Tuesday, December 23, 2014

I doubt myself!

Jumped up from my sleep at 4+am and can't get back to my dreamland. Watch how I die later.

Frankly speaking, I'm feeling very scare and a little emotional about stepping out of my comfort zone and leaving my mom alone. I'm so worried I'll screw things up, and I know that I'll be neglecting my family (kids) a lot.

(I'll try to accompany my mom for lunch during my free time!) 

But this is something I've been longing to do. And I'm not young anymore. I need to earn more to maintain what I have now. Living expenses are increasing over the years, and I can't stay stagnant anymore.

(Believe it or not, I've never ask for a salary rise before, for the past 10+ years, and I'm actually earning alot lower than what people thought!)

Yes, I did mention before, that I'm contented with my life, as long as I've enough to spend & etc, I'm happy.

But the fact that after buying a car, I don't really have much left. Not forgetting the kids' expenses and etc, I literally have no savings at all. 

I'm alone now, I do not have anyone to depend on, only money can give me assurance. I need to have spare cash for rainy days, not only for myself, but for my kids as well. 

I keep telling myself, "once and for all, either do or die". 

My boss replied "I trust you", and it makes me even more stress. He's entrusting a whole new company to me. Can I make it or not? This is an opportunity, and I can't let it slip away anymore. 

Have been thinking about work everyday and every hour. I really pray that everything will fall in place and get on track asap. 

I realised I've this problem... 

I doubt myself, and the decisions I made, always. But after awhile, I will be fine & happy. 

Like how I first felt uneasy about getting the car, but now, I totally love the car. Not becos I feel sut/proud about owning a BMW, but becos I felt I got a good deal. (And becos of it, I get a good opportunity too.) Everything happens for a reason. 

I actually asked around for Civic again, and I gotta know that a 2nd hand Civic depreciates about $12K per year now. And mine? Around $11K. 
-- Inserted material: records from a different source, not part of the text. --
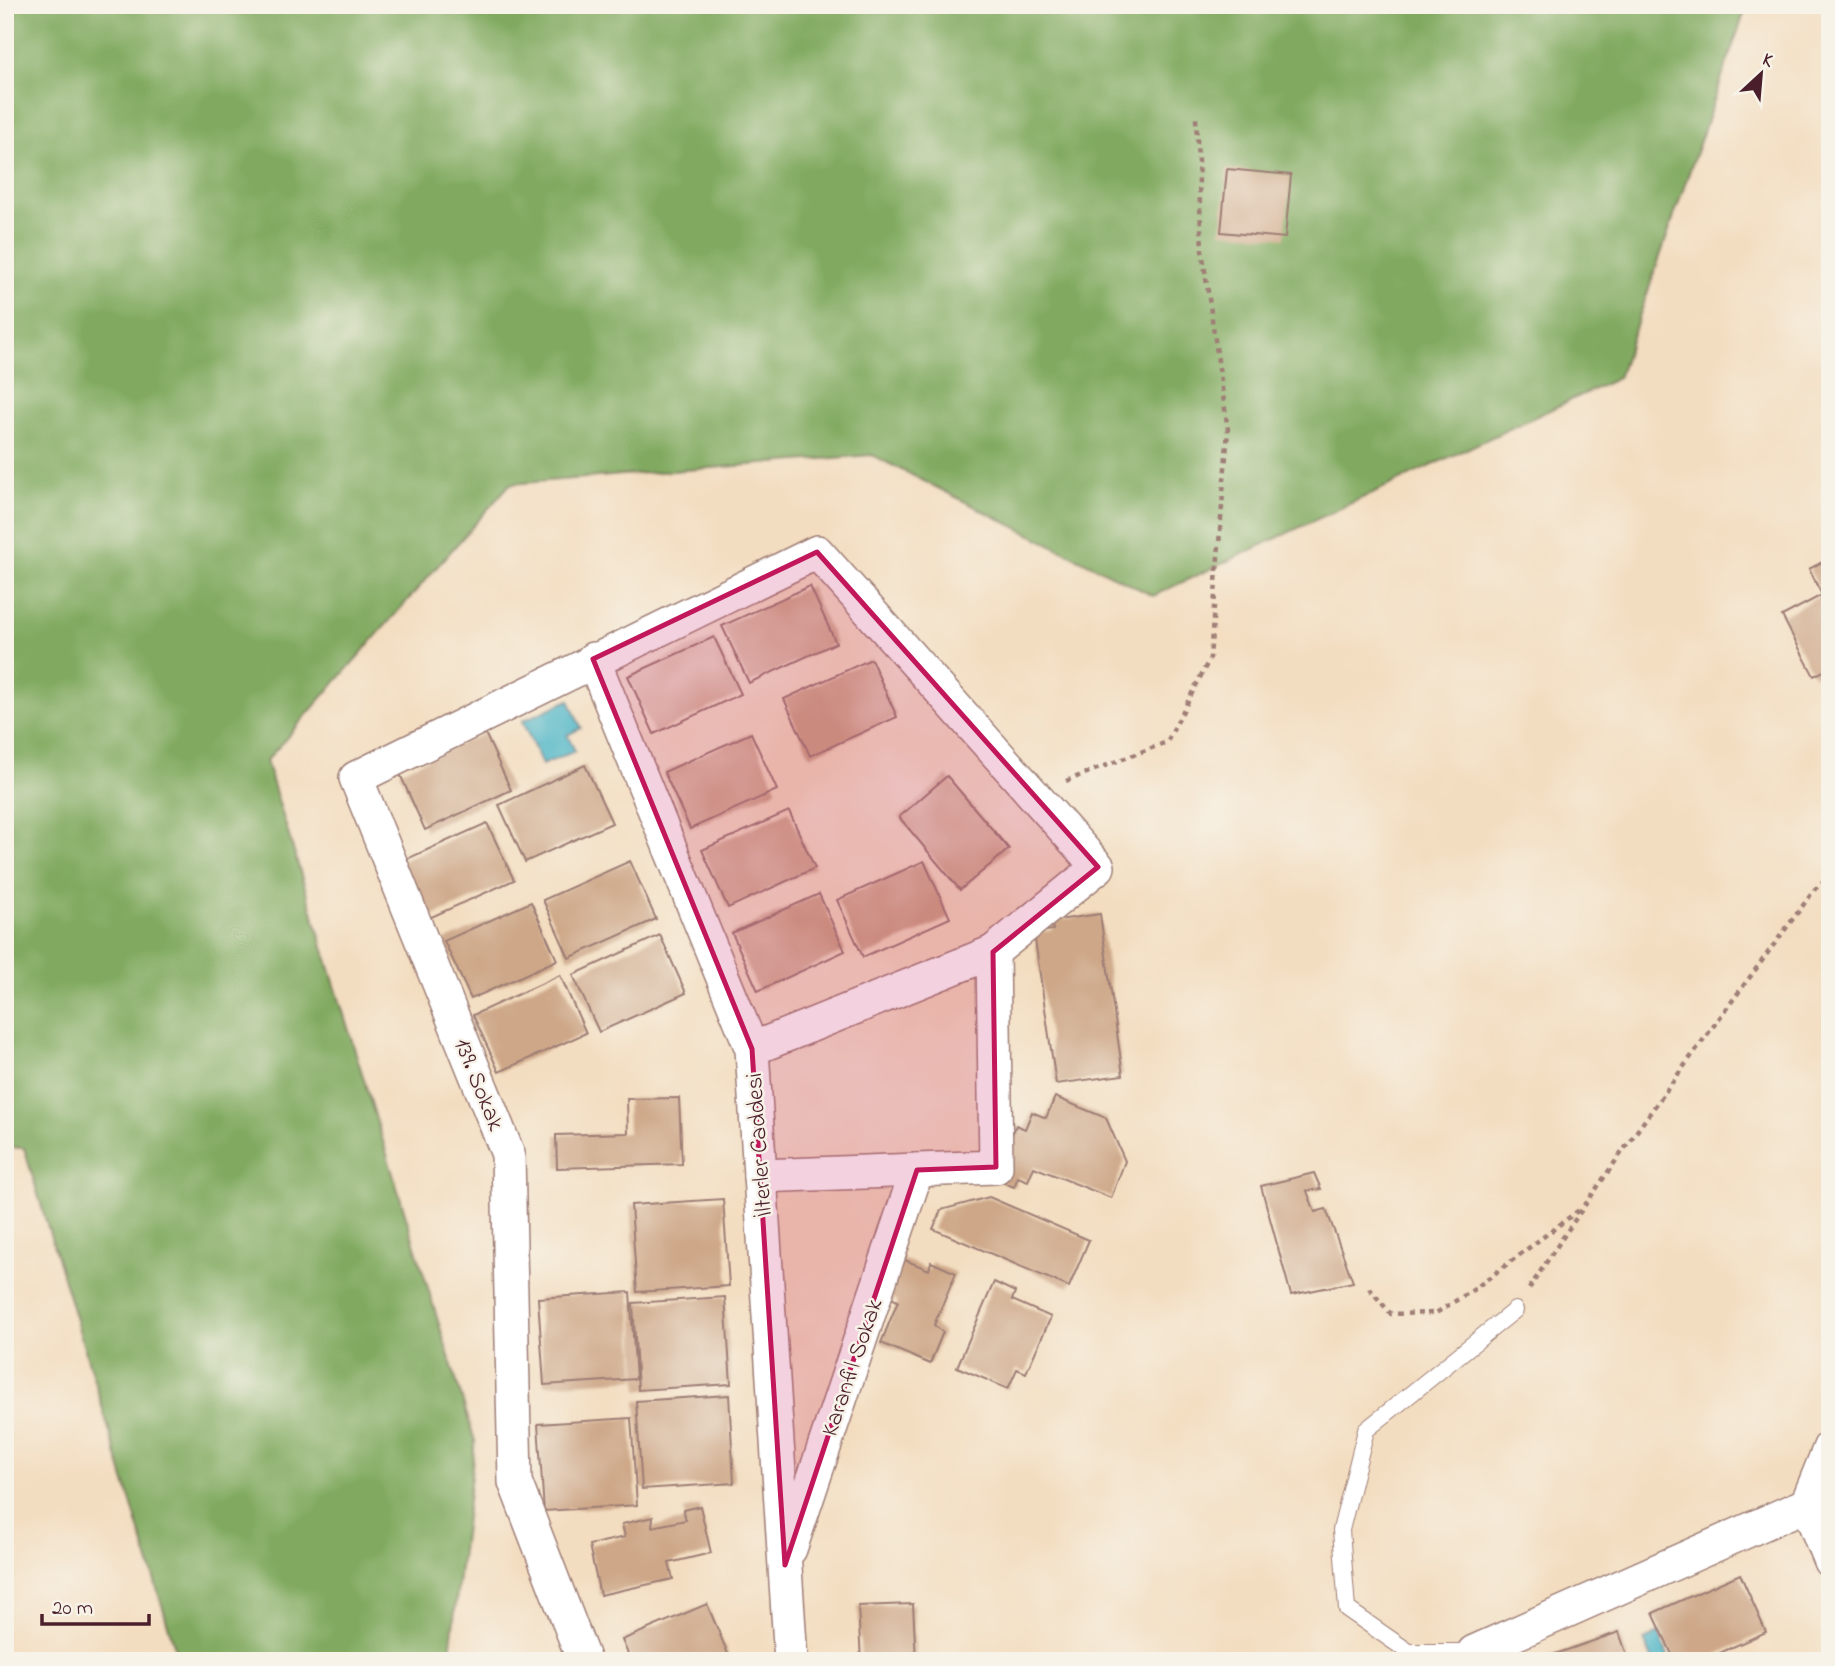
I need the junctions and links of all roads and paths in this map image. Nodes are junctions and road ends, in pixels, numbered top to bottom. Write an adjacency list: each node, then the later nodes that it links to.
1 (1196, 118): 3 (path)
2 (593, 659): 3 (street); 6 (street, İlterler Caddesi); 17 (street, 139. Sokak)
3 (1032, 794): 5 (street)
4 (1830, 877): 9 (path)
5 (992, 952): 6 (street); 7 (street)
6 (752, 1049): 8 (street, İlterler Caddesi)
7 (918, 1170): 8 (street); 15 (street, Karanfil Sokak)
8 (760, 1176): 15 (street, İlterler Caddesi)
9 (1582, 1207): 10 (path); 11 (path)
10 (1369, 1288)
11 (1515, 1310): 16 (lane)
12 (1830, 1447): 13 (street)
13 (1818, 1499): 14 (street); 16 (street)
14 (1830, 1562)
15 (785, 1565): 18 (street, İlterler Caddesi)
16 (1476, 1657)
17 (584, 1661)
18 (791, 1661)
(Maintanance wise no worries too, cos I'm covered warranty for all major parts; gearbox, compressor & etc!) 

That's how expensive owning a car in SG now. Even a normal Swift depreciates about $9K per year. Average depreciation about $10K per year for a Japanese car. 

Really thanks to this car, I LEARNT ALOT. And becos I knew more now, I can confidently argue with car dealers and make them tongue stuck. 

That's why I say, when I'm determined to do or learn something, I'll make sure I do it good. 

Just like my driving license, I was so determined to get it, and I got it within 4 months, first attempt, manual. I'm lucky! 

Luck plays a big part in life! I'm so thankful and grateful for everything. Please continue blessing me!!! Thank you God. 

(I was being asked, "why are you so high and happy everyday?" Hahahaha becos I'm happy lah. No matter what happened, life goes on, I choose to be happy. And I make people around me happy too, with my happy spirit! Spread joy mah!)